Paredes pointed out that poor students now represent a majority of students in public and higher education.
“It varies from institution to institution but the state average is over 50 percent. Down in your neck of the woods (the Rio Grande Valley) it is much higher than that.”
Asked what metric THECB uses to measure the socio-economic status of students, Paredes said: “Our metric is very simple, those are the students that qualify for Pell Grants.”
The Texas Grant program is the State of Texas’ supplement to the federal Pell Grant program.
“The Pell Grant program now has a maximum award of about $6,000 so the Texas Grant program is intended to make up the gap between the award amount for the Pell and what students actually need to afford school,” Paredes explained.
“So, let’s say the cost of attendance is $10,000 in terms of tuition fees and books. They get $6,000 from Pell and we would provide the other $4,000-plus change so they can afford to go to school.”
Paredes said Texas is seeing more and more socio-economically deprived students entering higher education.
“We are seeing a larger number all the time, particularly in relation to Latino students. I think this is an important story for the Rio Grande Valley. College-going rates for Latino students, completion rates, is starting to go up dramatically. They are entering higher education in larger numbers and they are completing college in larger numbers,” Paredes said.
“As the numbers go up, I want to make sure we have enough money to provide the kind of academic support that they need. Poor kids typically need more tutoring, they typically need more college advising, they typically need more support because their parents did not go to college so they do not know how to navigate their way towards a degree. So, we have to find mechanisms to provide those kinds of services.”

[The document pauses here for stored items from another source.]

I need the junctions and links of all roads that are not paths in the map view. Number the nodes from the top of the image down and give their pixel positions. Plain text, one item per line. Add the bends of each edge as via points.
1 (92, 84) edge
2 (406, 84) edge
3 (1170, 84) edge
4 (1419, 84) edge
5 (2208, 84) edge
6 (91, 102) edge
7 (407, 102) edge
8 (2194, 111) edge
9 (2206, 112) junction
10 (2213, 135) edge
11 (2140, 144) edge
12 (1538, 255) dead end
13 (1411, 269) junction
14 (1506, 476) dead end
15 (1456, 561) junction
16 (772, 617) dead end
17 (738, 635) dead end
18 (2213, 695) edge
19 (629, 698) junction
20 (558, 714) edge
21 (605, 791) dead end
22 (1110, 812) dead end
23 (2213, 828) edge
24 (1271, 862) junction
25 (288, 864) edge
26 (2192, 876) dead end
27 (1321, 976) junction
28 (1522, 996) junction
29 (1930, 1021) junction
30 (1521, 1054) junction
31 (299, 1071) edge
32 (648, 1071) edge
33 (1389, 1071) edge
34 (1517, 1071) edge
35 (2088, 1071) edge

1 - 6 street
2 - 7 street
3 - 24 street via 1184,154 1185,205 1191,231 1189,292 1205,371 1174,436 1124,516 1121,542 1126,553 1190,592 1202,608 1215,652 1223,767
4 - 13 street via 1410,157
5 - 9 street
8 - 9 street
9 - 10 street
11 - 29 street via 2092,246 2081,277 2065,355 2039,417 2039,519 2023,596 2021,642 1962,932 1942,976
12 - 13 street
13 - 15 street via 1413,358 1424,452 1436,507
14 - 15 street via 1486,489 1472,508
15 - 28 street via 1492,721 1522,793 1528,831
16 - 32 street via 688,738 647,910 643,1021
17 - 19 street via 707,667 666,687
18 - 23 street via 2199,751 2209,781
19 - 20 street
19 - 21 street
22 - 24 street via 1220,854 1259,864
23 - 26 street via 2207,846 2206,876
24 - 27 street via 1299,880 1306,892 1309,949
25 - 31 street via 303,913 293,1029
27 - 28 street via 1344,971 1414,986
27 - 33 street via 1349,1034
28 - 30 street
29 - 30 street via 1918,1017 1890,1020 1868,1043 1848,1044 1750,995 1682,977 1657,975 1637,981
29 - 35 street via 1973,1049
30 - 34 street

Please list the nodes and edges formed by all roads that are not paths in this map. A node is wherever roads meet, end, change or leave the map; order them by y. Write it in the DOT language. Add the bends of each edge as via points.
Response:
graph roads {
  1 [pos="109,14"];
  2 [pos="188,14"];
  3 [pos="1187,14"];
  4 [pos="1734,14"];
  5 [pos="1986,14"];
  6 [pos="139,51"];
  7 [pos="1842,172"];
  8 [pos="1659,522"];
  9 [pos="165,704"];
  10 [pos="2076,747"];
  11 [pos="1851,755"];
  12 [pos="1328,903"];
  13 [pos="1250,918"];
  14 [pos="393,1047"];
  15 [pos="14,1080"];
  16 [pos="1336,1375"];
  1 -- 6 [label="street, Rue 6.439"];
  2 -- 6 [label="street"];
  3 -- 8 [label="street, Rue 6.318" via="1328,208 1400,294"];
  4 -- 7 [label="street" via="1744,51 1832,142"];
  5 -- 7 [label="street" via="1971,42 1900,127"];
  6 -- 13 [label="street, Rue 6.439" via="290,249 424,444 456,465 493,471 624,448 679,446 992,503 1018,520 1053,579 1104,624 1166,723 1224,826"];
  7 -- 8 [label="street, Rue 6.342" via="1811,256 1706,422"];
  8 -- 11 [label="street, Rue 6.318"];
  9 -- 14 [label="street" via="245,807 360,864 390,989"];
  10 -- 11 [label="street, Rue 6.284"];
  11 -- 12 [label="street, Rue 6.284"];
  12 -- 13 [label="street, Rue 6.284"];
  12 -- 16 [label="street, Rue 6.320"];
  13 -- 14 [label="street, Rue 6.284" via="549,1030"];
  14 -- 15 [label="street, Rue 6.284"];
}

Paredes said the well-being of poor students is not a new issue for THECB.
“We have had this as our top issue for some time. The difference is the level of magnitude. Now that the population of what I guess we call them, socio-economically disadvantaged students is growing, we just have to be certain that we are expanding services and other support at the same rate.”
Asked what other points he wanted to make, Paredes said:
“The most important points, that I say over and over again with regard to the higher education plan is, we are getting better but we are not getting better fast enough. No. 2, we are not going to reach our goals doing business as usual. We have to innovate in higher education, we have to come up with new initiatives like the Texas Affordable Baccalaureate to deliver education differently at a lower cost but with higher quality. And we have to make sure we understand the students that we now have as well as understood the students from previous generations.”
Dual Credit
The Rio Grande Guardian also asked Paredes about his view on Dual Credit, a popular program in the Rio Grande Valley that allows high school students to take some college courses at no cost to the student. The program is so popular in the Valley that a number of students are leaving high school with an associate’s degree.
“My feeling is the same. The data suggests that dual credit is working well but I am worried about the pace of expansion and I am worried whether we can maintain adequate levels of rigor and that we will have high quality courses and prepare the students for upper division courses at university,” Paredes said.
“I just want to make sure we do not get ahead of ourselves. Dual credit is expanding faster than the pool of college ready high school students is. I don’t want to get too far ahead of ourselves (and find) we are enrolling a lot more students in dual credit courses that are actually college-ready.”